* _Available data_
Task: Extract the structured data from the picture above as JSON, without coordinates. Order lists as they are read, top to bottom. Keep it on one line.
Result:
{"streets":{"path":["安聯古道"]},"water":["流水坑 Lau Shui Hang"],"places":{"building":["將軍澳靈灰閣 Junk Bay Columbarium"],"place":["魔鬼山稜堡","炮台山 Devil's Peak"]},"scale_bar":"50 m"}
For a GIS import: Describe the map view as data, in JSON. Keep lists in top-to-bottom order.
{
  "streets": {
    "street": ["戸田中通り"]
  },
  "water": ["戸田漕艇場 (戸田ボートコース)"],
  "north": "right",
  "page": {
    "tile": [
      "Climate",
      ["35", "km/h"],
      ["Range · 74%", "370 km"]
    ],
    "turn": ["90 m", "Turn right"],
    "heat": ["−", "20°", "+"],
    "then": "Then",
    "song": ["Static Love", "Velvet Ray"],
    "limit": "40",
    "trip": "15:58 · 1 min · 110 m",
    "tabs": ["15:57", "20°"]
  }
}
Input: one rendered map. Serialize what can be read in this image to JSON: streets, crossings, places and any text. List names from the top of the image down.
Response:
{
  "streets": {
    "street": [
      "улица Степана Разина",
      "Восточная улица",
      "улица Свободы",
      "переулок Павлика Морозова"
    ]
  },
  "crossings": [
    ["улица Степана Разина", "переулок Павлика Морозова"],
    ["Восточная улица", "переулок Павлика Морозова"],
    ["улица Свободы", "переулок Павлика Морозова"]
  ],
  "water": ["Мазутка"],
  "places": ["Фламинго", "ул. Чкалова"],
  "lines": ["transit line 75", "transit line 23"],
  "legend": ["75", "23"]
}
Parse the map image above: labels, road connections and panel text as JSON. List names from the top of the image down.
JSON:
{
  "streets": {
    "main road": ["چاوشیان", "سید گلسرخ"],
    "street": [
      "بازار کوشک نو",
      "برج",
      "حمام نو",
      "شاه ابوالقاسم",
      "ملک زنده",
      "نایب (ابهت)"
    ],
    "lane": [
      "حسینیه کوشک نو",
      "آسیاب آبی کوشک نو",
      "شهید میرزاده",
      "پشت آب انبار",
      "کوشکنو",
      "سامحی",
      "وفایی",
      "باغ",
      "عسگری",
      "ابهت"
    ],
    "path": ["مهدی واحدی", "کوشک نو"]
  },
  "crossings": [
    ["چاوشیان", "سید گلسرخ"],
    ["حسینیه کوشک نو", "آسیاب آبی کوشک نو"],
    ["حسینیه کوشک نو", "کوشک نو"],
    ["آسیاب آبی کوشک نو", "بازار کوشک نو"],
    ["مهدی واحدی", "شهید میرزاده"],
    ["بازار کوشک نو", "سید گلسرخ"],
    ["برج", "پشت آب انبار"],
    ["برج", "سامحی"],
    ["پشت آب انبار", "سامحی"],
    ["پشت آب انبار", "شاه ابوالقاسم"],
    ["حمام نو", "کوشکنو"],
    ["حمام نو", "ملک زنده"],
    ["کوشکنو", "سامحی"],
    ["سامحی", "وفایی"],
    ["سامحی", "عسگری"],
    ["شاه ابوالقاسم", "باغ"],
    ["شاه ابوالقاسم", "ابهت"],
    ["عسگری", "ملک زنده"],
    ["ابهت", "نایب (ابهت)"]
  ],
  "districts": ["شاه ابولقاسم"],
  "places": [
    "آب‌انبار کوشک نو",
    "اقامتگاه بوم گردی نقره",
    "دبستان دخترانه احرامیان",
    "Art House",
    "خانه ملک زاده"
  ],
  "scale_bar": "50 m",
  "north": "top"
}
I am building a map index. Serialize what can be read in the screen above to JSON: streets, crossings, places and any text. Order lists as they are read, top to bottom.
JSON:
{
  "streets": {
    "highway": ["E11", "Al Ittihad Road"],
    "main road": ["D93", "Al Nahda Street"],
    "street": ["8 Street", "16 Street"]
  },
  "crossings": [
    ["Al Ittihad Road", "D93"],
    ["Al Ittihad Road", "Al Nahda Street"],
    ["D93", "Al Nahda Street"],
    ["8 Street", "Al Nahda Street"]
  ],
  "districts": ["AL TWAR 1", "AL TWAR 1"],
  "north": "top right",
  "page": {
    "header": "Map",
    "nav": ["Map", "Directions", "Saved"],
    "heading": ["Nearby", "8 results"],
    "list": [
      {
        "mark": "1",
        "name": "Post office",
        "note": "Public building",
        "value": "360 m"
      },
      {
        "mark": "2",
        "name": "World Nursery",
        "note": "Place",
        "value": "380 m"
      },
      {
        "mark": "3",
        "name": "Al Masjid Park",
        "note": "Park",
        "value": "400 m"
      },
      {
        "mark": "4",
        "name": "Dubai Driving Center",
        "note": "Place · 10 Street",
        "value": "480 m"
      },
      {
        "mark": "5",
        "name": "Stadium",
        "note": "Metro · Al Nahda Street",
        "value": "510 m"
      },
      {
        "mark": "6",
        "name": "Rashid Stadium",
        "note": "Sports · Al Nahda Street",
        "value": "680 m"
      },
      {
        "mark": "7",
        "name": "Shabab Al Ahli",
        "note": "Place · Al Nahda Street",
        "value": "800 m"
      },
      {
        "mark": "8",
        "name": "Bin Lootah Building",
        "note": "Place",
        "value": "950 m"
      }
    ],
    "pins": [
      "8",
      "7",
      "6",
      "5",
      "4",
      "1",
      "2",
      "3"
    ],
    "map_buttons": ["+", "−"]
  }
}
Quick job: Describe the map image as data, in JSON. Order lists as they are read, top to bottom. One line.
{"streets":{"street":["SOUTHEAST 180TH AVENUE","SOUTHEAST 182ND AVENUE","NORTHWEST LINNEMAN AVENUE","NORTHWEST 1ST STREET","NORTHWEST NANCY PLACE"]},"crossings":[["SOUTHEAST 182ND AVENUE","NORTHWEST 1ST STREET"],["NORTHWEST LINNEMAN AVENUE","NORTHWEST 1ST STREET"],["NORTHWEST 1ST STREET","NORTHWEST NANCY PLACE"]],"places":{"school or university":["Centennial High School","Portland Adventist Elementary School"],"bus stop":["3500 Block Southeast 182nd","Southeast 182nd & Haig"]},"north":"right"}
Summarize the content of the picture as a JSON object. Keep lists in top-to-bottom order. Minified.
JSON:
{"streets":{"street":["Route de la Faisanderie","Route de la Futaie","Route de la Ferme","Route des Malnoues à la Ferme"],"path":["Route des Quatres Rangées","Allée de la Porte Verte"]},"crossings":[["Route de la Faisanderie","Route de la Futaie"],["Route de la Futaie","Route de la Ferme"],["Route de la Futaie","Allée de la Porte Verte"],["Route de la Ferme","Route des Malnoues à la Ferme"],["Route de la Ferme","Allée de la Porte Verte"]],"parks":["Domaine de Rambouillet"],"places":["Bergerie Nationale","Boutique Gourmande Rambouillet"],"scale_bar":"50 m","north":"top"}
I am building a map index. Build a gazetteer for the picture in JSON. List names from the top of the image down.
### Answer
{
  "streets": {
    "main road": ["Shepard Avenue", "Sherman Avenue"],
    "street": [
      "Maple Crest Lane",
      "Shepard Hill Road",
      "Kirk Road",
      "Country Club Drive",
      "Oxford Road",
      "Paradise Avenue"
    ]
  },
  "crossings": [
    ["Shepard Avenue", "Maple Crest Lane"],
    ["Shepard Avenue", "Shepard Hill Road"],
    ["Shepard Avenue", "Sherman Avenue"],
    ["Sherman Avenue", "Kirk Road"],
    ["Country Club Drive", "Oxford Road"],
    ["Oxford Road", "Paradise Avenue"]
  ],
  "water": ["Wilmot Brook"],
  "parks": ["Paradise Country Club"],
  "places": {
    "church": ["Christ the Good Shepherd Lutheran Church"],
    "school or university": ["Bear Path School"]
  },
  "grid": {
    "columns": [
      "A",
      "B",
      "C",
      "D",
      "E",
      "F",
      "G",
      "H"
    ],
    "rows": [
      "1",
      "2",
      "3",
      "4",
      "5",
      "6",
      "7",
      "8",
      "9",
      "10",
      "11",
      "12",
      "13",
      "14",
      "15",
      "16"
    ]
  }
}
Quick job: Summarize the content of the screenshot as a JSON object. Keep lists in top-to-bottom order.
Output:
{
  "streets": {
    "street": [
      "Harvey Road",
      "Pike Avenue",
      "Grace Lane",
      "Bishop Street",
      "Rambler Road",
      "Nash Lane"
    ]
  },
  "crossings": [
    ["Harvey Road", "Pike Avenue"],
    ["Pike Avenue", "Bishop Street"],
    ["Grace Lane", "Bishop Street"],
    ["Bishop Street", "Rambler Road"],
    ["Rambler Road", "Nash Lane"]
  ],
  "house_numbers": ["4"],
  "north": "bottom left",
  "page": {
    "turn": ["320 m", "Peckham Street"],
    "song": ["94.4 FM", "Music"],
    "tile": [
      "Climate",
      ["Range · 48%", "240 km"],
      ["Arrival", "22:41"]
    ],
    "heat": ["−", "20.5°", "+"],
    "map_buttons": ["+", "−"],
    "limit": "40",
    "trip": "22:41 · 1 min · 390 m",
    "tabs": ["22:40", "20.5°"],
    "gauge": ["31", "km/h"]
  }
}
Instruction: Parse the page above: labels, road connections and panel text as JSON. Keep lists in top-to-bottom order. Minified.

* _Exercise objective_
Take from the material above the lines running from the one with "I am building a map index. Build" through the one with "Quick job: Summarize", and repeat them exactly, with nothing else.

* _Task output_
I am building a map index. Build a gazetteer for the picture in JSON. List names from the top of the image down.
### Answer
{
  "streets": {
    "main road": ["Shepard Avenue", "Sherman Avenue"],
    "street": [
      "Maple Crest Lane",
      "Shepard Hill Road",
      "Kirk Road",
      "Country Club Drive",
      "Oxford Road",
      "Paradise Avenue"
    ]
  },
  "crossings": [
    ["Shepard Avenue", "Maple Crest Lane"],
    ["Shepard Avenue", "Shepard Hill Road"],
    ["Shepard Avenue", "Sherman Avenue"],
    ["Sherman Avenue", "Kirk Road"],
    ["Country Club Drive", "Oxford Road"],
    ["Oxford Road", "Paradise Avenue"]
  ],
  "water": ["Wilmot Brook"],
  "parks": ["Paradise Country Club"],
  "places": {
    "church": ["Christ the Good Shepherd Lutheran Church"],
    "school or university": ["Bear Path School"]
  },
  "grid": {
    "columns": [
      "A",
      "B",
      "C",
      "D",
      "E",
      "F",
      "G",
      "H"
    ],
    "rows": [
      "1",
      "2",
      "3",
      "4",
      "5",
      "6",
      "7",
      "8",
      "9",
      "10",
      "11",
      "12",
      "13",
      "14",
      "15",
      "16"
    ]
  }
}
Quick job: Summarize the content of the screenshot as a JSON object. Keep lists in top-to-bottom order.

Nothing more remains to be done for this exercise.